▶ [TO DO]
A verbatim copy of the records below, pictures omitted, is the task.

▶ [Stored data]
•••
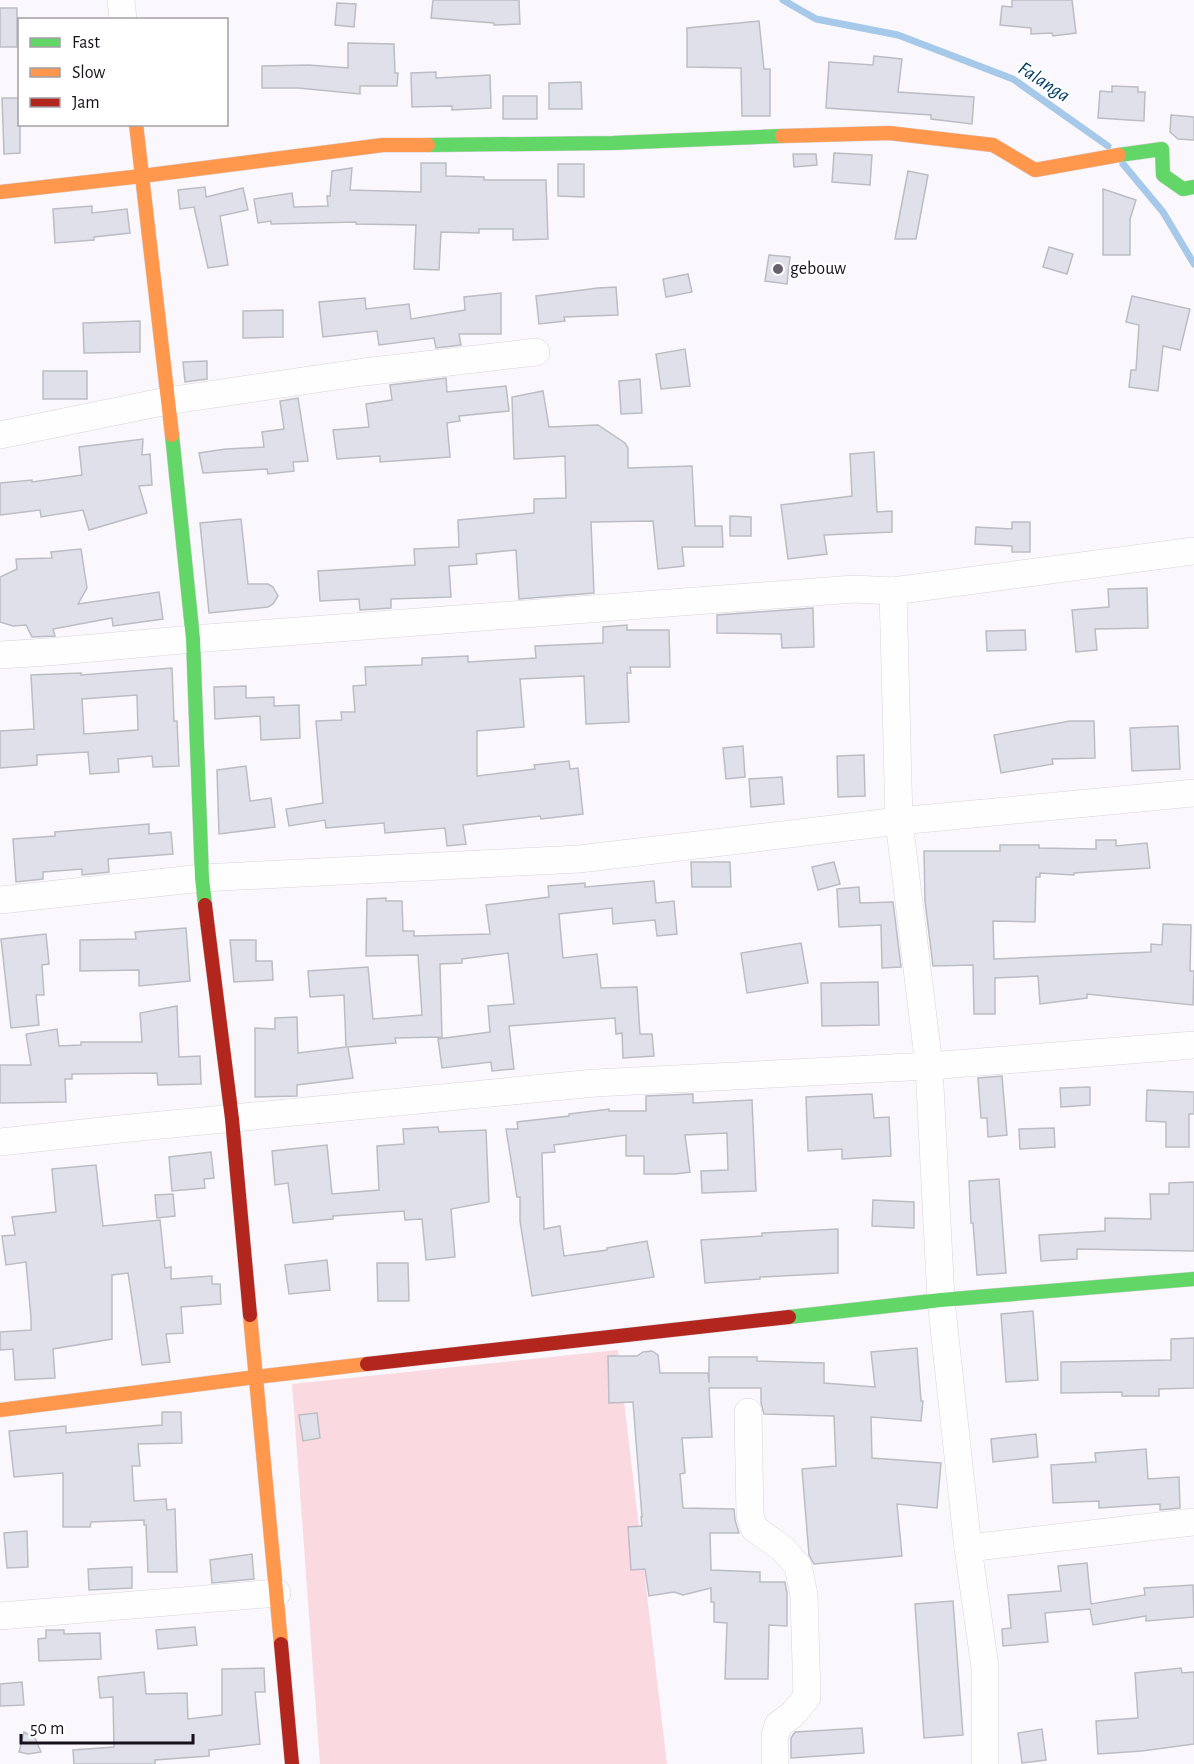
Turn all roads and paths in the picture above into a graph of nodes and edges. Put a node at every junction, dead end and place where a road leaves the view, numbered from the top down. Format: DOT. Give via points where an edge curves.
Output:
graph roads {
  1 [pos="121,0"];
  2 [pos="123,18"];
  3 [pos="136,126"];
  4 [pos="142,176"];
  5 [pos="1194,187"];
  6 [pos="0,192"];
  7 [pos="536,352"];
  8 [pos="167,401"];
  9 [pos="0,435"];
  10 [pos="1194,551"];
  11 [pos="893,591"];
  12 [pos="193,639"];
  13 [pos="0,655"];
  14 [pos="1194,793"];
  15 [pos="899,820"];
  16 [pos="202,878"];
  17 [pos="0,900"];
  18 [pos="1194,1045"];
  19 [pos="929,1066"];
  20 [pos="232,1119"];
  21 [pos="0,1142"];
  22 [pos="1194,1279"];
  23 [pos="941,1300"];
  24 [pos="256,1377"];
  25 [pos="0,1410"];
  26 [pos="748,1412"];
  27 [pos="1194,1522"];
  28 [pos="968,1548"];
  29 [pos="277,1593"];
  30 [pos="0,1616"];
  31 [pos="292,1764"];
  32 [pos="775,1764"];
  33 [pos="985,1764"];
  1 -- 2 [label="street"];
  3 -- 4 [label="street"];
  4 -- 5 [label="street" via="383,145 613,143 889,133 993,145 1035,170 1162,149 1163,175 1183,189"];
  4 -- 6 [label="street"];
  4 -- 8 [label="street"];
  7 -- 8 [label="street"];
  8 -- 9 [label="street"];
  8 -- 12 [label="street"];
  10 -- 11 [label="street"];
  11 -- 12 [label="street" via="854,589"];
  11 -- 15 [label="street"];
  12 -- 13 [label="street"];
  12 -- 16 [label="street"];
  14 -- 15 [label="street"];
  15 -- 16 [label="street" via="579,859"];
  15 -- 19 [label="street"];
  16 -- 17 [label="street"];
  16 -- 20 [label="street"];
  18 -- 19 [label="street"];
  19 -- 20 [label="street" via="595,1083"];
  19 -- 23 [label="street"];
  20 -- 21 [label="street"];
  20 -- 24 [label="street"];
  22 -- 23 [label="street"];
  23 -- 24 [label="street"];
  23 -- 28 [label="street"];
  24 -- 25 [label="street"];
  24 -- 29 [label="street"];
  26 -- 32 [label="street" via="750,1515 754,1528 783,1549 798,1566 804,1595 807,1696 778,1725"];
  27 -- 28 [label="street"];
  28 -- 33 [label="street" via="985,1667"];
  29 -- 30 [label="street"];
  29 -- 31 [label="street"];
}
•••
▶ [REPLY]
Turn all roads and paths in the picture above into a graph of nodes and edges. Put a node at every junction, dead end and place where a road leaves the view, numbered from the top down. Format: DOT. Give via points where an edge curves.
Output:
graph roads {
  1 [pos="121,0"];
  2 [pos="123,18"];
  3 [pos="136,126"];
  4 [pos="142,176"];
  5 [pos="1194,187"];
  6 [pos="0,192"];
  7 [pos="536,352"];
  8 [pos="167,401"];
  9 [pos="0,435"];
  10 [pos="1194,551"];
  11 [pos="893,591"];
  12 [pos="193,639"];
  13 [pos="0,655"];
  14 [pos="1194,793"];
  15 [pos="899,820"];
  16 [pos="202,878"];
  17 [pos="0,900"];
  18 [pos="1194,1045"];
  19 [pos="929,1066"];
  20 [pos="232,1119"];
  21 [pos="0,1142"];
  22 [pos="1194,1279"];
  23 [pos="941,1300"];
  24 [pos="256,1377"];
  25 [pos="0,1410"];
  26 [pos="748,1412"];
  27 [pos="1194,1522"];
  28 [pos="968,1548"];
  29 [pos="277,1593"];
  30 [pos="0,1616"];
  31 [pos="292,1764"];
  32 [pos="775,1764"];
  33 [pos="985,1764"];
  1 -- 2 [label="street"];
  3 -- 4 [label="street"];
  4 -- 5 [label="street" via="383,145 613,143 889,133 993,145 1035,170 1162,149 1163,175 1183,189"];
  4 -- 6 [label="street"];
  4 -- 8 [label="street"];
  7 -- 8 [label="street"];
  8 -- 9 [label="street"];
  8 -- 12 [label="street"];
  10 -- 11 [label="street"];
  11 -- 12 [label="street" via="854,589"];
  11 -- 15 [label="street"];
  12 -- 13 [label="street"];
  12 -- 16 [label="street"];
  14 -- 15 [label="street"];
  15 -- 16 [label="street" via="579,859"];
  15 -- 19 [label="street"];
  16 -- 17 [label="street"];
  16 -- 20 [label="street"];
  18 -- 19 [label="street"];
  19 -- 20 [label="street" via="595,1083"];
  19 -- 23 [label="street"];
  20 -- 21 [label="street"];
  20 -- 24 [label="street"];
  22 -- 23 [label="street"];
  23 -- 24 [label="street"];
  23 -- 28 [label="street"];
  24 -- 25 [label="street"];
  24 -- 29 [label="street"];
  26 -- 32 [label="street" via="750,1515 754,1528 783,1549 798,1566 804,1595 807,1696 778,1725"];
  27 -- 28 [label="street"];
  28 -- 33 [label="street" via="985,1667"];
  29 -- 30 [label="street"];
  29 -- 31 [label="street"];
}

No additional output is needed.